*Work instructions*:
Going through the entries below, copy out each line that contains "name".
(Listed entries begins)
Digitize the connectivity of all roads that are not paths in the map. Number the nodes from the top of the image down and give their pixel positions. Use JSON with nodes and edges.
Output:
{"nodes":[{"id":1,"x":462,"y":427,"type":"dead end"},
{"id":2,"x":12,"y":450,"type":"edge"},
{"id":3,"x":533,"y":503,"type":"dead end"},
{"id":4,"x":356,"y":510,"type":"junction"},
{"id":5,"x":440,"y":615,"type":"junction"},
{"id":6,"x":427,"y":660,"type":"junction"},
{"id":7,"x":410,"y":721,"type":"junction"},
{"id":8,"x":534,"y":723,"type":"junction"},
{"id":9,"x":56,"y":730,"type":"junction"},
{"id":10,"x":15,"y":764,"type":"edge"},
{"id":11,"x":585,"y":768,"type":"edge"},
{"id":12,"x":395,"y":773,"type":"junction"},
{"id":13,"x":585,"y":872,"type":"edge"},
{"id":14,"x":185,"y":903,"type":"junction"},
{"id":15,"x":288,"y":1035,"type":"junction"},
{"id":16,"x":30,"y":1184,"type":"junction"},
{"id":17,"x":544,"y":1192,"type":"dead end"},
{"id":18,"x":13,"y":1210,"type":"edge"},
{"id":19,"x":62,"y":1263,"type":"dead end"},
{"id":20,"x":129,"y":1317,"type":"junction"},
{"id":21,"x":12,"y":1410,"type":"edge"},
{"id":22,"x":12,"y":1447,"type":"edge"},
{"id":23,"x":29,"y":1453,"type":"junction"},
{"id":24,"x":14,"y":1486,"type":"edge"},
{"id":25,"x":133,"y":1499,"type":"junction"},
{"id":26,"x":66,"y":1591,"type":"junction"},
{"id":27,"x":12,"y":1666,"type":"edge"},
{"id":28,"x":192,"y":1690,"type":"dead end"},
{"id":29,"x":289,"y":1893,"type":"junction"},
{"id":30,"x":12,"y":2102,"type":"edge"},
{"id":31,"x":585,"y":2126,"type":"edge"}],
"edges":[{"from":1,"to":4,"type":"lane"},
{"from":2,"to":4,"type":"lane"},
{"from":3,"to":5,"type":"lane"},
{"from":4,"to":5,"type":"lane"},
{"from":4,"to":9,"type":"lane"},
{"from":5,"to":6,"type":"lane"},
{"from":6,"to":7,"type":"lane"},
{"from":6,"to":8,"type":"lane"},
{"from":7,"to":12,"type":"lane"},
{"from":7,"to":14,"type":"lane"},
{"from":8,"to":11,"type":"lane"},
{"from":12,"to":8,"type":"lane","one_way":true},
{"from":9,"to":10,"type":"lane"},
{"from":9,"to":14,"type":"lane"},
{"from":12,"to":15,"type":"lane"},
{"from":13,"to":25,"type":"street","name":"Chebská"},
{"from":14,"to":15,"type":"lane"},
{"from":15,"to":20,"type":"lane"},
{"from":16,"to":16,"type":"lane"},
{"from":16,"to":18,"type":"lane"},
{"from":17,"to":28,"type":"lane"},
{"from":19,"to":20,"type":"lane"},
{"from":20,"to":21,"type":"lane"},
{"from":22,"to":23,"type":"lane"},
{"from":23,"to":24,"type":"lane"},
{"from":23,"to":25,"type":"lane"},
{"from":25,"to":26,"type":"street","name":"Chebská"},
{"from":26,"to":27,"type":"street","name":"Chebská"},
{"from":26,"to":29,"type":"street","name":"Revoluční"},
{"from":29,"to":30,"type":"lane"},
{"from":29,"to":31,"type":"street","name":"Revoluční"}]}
(Listed entries ends)
*Response*:
{"from":13,"to":25,"type":"street","name":"Chebská"},
{"from":25,"to":26,"type":"street","name":"Chebská"},
{"from":26,"to":27,"type":"street","name":"Chebská"},
{"from":26,"to":29,"type":"street","name":"Revoluční"},
{"from":29,"to":31,"type":"street","name":"Revoluční"}]}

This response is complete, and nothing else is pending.